Excerpts from a dataset
◆ ◆ ◆
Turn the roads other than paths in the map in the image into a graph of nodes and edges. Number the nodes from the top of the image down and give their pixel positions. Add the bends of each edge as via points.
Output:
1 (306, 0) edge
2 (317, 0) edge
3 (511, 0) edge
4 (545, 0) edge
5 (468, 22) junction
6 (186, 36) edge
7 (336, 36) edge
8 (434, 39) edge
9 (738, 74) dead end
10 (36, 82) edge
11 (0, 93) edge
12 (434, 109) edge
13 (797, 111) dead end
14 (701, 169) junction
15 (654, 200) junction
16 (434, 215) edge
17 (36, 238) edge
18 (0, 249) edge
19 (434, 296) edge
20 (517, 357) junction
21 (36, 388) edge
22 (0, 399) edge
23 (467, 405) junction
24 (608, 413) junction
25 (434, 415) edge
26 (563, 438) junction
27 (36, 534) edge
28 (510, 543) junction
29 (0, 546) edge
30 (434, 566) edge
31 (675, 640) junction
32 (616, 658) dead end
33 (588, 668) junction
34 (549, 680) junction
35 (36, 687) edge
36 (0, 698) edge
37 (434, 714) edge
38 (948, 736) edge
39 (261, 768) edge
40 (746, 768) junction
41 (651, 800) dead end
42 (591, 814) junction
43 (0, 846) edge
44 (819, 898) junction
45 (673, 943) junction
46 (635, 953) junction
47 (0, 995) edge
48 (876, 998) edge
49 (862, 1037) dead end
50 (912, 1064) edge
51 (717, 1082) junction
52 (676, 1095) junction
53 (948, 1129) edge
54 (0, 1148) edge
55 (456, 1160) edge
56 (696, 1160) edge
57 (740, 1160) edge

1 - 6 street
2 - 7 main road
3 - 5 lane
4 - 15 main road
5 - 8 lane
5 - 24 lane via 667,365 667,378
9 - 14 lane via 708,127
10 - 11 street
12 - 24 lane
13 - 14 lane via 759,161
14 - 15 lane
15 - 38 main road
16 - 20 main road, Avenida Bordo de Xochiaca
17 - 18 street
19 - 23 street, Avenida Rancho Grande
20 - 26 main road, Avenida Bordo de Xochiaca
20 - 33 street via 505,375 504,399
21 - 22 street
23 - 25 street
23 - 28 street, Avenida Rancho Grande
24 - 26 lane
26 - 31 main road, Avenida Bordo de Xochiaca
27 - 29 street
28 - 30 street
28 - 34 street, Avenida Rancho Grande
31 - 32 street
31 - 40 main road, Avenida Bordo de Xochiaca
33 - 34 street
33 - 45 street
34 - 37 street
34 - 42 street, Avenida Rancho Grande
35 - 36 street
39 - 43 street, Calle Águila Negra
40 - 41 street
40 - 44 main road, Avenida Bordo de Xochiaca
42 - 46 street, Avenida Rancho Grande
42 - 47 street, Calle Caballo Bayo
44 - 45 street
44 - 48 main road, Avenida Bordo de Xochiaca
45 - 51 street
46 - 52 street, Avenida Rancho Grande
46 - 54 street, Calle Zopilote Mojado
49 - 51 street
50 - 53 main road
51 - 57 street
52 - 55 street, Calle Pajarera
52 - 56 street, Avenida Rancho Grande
◆ ◆ ◆
■ Work to be completed
Scan the entries above for the string "Calle" and copy each line that contains it.

■ Exercise output
39 - 43 street, Calle Águila Negra
42 - 47 street, Calle Caballo Bayo
46 - 54 street, Calle Zopilote Mojado
52 - 55 street, Calle Pajarera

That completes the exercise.